What if our privatized nature, our dear machines, our complex urban systems, not only were not inert but had interior lives, a whole cosmogony? Would Carolina Fusiliers’ landscapes be their paradise? Their hell? Do they dream of us like we dream of owning them? If the longrunning ambition of science has been to disenchant the world and to organize everything that is knowable into objective and rational categories, then Fusilier’s Angel Engines is resolved on doing the opposite. It is not that this group of works are anti-science or irrational but they are open and willing to speculate.

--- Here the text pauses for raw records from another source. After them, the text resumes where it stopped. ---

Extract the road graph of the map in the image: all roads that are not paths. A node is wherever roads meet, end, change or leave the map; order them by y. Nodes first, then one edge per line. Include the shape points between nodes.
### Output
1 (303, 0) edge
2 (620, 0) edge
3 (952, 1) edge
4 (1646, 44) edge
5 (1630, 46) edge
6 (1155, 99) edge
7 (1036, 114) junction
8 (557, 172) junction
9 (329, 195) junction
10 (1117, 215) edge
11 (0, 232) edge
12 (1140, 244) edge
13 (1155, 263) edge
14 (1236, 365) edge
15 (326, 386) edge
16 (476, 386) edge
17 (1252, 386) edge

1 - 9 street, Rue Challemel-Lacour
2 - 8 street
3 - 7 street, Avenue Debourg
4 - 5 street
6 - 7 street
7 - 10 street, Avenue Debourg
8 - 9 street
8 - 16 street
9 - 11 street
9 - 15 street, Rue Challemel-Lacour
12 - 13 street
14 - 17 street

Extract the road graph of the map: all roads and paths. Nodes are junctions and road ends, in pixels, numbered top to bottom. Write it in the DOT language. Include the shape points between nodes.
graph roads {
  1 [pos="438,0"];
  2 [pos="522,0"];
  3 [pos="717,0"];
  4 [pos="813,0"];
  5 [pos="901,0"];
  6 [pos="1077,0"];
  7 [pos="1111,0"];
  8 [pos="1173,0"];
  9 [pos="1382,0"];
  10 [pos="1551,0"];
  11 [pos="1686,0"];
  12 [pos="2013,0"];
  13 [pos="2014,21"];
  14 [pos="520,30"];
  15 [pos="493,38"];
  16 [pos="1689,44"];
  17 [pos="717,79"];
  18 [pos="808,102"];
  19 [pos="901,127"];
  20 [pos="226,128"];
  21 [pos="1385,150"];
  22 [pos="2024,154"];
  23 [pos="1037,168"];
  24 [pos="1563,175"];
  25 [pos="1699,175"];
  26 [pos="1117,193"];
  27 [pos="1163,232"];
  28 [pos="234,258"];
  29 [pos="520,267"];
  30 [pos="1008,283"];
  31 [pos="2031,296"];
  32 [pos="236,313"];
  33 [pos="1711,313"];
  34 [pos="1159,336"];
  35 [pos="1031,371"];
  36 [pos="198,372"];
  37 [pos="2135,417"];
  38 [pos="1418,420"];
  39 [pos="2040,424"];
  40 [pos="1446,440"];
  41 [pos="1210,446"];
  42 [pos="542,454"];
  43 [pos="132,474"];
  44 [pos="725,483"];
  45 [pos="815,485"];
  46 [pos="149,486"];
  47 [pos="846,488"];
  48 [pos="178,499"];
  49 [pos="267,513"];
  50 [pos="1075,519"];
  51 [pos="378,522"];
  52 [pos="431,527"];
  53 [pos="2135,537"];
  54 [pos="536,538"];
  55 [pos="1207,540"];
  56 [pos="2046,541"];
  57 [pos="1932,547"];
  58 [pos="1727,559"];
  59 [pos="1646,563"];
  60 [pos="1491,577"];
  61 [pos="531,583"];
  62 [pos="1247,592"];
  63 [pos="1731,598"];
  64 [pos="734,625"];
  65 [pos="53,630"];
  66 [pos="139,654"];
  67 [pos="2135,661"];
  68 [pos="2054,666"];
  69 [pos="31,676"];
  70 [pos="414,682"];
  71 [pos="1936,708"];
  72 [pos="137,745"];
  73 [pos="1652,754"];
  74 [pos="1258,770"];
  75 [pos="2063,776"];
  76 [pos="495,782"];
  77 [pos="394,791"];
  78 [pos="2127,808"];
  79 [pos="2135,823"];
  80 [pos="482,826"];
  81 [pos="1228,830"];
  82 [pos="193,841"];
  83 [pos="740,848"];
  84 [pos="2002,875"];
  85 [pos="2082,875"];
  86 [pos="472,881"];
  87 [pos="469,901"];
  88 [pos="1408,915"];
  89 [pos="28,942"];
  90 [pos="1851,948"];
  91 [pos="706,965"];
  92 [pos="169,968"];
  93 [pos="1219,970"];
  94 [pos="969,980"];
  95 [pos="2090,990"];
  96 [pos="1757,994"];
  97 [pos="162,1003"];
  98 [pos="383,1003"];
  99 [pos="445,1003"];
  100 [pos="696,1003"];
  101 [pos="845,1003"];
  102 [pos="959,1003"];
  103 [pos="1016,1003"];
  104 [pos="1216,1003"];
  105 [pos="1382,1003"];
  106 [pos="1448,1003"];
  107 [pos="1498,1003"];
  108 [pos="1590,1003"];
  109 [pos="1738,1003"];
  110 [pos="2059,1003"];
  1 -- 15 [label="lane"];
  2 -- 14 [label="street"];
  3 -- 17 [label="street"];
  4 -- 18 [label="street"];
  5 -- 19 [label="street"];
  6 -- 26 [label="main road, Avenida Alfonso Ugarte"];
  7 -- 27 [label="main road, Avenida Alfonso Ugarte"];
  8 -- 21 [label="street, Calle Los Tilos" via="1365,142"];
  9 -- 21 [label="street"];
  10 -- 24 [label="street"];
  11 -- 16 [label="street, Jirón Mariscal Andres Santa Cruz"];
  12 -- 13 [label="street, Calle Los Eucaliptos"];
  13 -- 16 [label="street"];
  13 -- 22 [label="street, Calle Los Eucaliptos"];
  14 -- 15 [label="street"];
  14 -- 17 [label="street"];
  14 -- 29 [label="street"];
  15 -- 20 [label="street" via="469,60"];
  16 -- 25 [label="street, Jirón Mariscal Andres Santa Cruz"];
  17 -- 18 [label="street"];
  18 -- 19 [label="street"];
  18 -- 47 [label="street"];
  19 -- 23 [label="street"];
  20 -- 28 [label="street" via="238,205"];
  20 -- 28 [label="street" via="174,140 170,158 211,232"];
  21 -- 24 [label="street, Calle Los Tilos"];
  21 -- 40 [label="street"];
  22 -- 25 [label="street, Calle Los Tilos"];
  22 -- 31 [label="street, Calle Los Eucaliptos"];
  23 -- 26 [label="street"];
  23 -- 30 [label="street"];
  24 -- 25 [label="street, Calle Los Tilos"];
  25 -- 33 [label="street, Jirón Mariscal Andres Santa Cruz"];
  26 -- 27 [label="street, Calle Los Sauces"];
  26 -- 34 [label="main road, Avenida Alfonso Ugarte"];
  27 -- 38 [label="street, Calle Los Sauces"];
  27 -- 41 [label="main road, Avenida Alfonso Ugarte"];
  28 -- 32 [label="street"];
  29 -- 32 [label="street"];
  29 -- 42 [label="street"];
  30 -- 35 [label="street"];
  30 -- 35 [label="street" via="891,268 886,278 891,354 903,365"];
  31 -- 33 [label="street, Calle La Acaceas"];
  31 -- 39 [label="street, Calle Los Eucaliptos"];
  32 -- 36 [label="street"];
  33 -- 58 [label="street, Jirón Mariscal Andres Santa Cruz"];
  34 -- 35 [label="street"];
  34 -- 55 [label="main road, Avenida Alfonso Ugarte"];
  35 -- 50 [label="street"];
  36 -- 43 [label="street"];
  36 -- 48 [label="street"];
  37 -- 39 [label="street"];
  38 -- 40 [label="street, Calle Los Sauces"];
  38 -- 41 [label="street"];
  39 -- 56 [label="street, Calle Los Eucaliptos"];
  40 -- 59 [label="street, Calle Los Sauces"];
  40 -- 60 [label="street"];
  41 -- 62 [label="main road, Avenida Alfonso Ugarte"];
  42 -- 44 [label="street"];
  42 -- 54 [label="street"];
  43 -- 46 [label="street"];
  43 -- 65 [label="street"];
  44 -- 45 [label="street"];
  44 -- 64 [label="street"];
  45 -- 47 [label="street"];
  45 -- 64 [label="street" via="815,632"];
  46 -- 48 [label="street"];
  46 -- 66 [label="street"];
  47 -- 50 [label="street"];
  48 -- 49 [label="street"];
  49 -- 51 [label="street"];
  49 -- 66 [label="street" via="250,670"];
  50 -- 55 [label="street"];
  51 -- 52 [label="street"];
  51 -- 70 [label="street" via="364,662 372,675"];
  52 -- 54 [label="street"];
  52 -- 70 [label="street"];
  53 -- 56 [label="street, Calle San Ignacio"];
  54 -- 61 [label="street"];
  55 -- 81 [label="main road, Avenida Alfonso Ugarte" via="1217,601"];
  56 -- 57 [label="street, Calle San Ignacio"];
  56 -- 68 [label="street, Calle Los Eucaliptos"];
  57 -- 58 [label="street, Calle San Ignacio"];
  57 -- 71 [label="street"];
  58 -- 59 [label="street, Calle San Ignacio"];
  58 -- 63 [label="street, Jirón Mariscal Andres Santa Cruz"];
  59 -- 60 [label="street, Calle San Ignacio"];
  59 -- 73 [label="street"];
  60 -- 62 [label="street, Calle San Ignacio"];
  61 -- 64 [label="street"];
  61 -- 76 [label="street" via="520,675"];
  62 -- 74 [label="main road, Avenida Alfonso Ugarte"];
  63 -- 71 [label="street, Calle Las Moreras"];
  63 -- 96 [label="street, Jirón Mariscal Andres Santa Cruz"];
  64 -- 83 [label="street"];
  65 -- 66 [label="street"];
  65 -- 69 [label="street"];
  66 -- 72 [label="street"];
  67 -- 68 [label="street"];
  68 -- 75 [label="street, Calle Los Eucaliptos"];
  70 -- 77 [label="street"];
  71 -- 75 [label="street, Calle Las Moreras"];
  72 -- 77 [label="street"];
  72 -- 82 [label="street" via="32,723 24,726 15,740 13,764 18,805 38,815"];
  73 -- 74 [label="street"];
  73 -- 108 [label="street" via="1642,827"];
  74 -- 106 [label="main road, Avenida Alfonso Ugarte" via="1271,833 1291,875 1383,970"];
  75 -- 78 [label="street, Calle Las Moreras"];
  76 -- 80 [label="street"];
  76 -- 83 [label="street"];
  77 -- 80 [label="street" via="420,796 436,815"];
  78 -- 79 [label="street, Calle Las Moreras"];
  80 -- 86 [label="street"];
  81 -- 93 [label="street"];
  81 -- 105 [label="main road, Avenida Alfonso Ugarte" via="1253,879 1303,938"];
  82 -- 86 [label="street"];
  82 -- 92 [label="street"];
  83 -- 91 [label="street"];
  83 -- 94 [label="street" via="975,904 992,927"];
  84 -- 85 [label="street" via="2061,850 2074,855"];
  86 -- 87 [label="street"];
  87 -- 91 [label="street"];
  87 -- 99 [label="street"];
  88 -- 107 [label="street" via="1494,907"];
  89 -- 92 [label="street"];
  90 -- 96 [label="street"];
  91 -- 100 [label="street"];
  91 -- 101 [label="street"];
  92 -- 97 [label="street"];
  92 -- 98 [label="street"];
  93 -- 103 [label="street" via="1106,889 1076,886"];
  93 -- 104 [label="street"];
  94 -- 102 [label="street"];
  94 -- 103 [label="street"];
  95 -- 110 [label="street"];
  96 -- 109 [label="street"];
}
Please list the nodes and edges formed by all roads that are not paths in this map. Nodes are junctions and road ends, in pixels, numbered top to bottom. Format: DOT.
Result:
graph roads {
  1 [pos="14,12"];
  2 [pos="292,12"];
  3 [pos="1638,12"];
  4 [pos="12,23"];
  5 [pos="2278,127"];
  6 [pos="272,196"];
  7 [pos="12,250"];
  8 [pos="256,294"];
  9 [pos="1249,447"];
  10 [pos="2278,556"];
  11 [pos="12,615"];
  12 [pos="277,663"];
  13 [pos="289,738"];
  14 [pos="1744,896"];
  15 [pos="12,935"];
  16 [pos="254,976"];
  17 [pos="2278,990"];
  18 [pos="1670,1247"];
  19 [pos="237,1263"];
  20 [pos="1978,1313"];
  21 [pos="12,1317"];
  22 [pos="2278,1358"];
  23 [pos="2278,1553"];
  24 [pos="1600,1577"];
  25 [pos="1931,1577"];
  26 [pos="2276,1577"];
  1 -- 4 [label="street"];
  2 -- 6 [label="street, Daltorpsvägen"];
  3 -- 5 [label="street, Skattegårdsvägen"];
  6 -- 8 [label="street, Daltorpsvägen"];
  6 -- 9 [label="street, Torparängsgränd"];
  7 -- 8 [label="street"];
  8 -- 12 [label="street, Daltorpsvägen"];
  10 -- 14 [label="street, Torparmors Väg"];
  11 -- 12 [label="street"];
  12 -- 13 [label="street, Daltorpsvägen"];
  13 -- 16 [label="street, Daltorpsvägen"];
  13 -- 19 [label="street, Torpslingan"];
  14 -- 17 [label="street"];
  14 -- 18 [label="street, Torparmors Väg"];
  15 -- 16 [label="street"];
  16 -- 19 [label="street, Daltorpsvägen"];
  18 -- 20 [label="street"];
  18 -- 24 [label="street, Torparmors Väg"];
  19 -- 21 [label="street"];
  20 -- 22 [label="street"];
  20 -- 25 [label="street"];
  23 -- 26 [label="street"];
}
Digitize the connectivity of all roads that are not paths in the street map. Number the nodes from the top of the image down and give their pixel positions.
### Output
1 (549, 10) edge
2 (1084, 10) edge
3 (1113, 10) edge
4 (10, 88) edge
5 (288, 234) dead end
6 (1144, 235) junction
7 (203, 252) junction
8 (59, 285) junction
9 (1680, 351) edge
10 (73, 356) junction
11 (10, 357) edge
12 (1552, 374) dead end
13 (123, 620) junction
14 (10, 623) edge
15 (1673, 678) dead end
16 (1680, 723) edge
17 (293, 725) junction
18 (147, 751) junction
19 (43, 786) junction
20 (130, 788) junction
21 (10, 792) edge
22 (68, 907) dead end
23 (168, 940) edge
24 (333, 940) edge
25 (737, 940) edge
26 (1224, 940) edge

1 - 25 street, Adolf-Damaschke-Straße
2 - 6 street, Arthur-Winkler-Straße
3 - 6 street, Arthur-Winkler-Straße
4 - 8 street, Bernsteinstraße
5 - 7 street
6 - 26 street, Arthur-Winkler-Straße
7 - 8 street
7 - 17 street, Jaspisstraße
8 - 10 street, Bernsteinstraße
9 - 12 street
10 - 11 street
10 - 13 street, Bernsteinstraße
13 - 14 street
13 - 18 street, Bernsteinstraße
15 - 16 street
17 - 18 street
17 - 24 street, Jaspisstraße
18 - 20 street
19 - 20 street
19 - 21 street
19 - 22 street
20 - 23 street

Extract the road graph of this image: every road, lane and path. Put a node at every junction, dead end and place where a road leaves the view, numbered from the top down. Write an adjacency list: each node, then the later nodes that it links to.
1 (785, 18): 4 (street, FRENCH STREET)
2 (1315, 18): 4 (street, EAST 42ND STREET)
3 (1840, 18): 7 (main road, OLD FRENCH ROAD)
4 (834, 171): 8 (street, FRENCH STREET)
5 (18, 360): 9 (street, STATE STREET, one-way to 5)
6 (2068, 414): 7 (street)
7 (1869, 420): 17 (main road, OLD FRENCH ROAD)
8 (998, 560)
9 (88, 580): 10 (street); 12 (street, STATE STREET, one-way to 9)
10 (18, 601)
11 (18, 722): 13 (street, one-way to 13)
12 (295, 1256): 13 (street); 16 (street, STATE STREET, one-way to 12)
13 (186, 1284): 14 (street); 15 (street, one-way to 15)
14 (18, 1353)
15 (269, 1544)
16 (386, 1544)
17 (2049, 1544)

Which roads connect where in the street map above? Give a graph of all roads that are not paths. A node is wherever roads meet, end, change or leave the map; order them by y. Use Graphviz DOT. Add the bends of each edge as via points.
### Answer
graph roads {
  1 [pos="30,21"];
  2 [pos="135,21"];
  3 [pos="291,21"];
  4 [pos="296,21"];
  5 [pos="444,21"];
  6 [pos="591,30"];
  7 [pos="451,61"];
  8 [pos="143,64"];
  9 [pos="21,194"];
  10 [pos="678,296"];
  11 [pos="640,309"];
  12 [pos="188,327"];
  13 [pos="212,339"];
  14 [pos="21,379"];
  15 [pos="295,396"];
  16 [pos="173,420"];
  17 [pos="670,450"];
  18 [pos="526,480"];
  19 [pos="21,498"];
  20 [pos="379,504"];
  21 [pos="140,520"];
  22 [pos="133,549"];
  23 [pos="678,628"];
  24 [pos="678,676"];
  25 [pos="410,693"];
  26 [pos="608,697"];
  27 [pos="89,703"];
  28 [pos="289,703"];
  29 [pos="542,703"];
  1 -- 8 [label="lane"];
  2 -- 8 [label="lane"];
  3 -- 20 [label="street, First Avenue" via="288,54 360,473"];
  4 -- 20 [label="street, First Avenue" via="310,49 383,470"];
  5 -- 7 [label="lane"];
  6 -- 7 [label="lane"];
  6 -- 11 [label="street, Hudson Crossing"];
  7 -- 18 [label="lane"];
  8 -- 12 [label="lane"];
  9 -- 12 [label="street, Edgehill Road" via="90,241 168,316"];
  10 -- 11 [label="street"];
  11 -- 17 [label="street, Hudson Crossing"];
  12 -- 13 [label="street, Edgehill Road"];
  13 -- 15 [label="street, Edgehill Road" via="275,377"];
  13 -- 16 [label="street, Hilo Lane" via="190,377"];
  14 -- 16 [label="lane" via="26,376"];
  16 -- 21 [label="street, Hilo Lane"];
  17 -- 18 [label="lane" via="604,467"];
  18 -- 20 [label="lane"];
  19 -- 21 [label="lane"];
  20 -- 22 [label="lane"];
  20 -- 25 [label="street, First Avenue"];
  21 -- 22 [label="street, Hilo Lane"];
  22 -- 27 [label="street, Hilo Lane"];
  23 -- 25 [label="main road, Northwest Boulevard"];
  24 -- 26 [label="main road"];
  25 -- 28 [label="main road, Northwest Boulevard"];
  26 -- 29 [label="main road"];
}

The artworks re-enchant the world, they overlap a poetic, non-linear narrative on our reality to reveal an agency that could very well be there. The angel engines are in a world adjacent to ours and relayed by a sassy, primal, fluid deity, an ally and knower of the inner-lives of our belongings, a first cousin of electricity, a lost child of the sea. In Dreams of a Pipe Deity, a soundpiece streaming out of a chrome-tipped seashell, this divinity describes their own embodiment and omnipresence, their travels within our cotidianity and their wish to transform the banality of turning on the faucet into an encounter with mysticism. They are a curious presence, a voice that scolds us for our indifference and prods us into reassessing our place in the world. But that also sings songs and offers themselves up in a tap-water sculpture for visitors to ingest in a sort of communion rite, a reconciliation.


Fusilier’s paintings depict no place, an undefinable moment in history, they could be either prehuman or post-human. They are portholes into the endless existence all around us, reconfiguring the gallery as a ship flying over the uncanny. A utopia of retired metal objects where ridden of mankind they get to do what they want: grow in spirals, melt into liquid, flow in and out of pools. Fusilier speculates on the realities and futures available to us, but also on those accessible to our artifacts or what we generically call our resources: our waters, metals, oils. She follows Ursula K Le Guin’s advice: “One way to stop seeing trees, or rivers, or hills, only as ‘natural resources’ is to class them as fellow beings—kinfolk.”1 And she de-objectifies, connects, spreads thick empathy all over a weird landscape.


– Gaby Cepeda.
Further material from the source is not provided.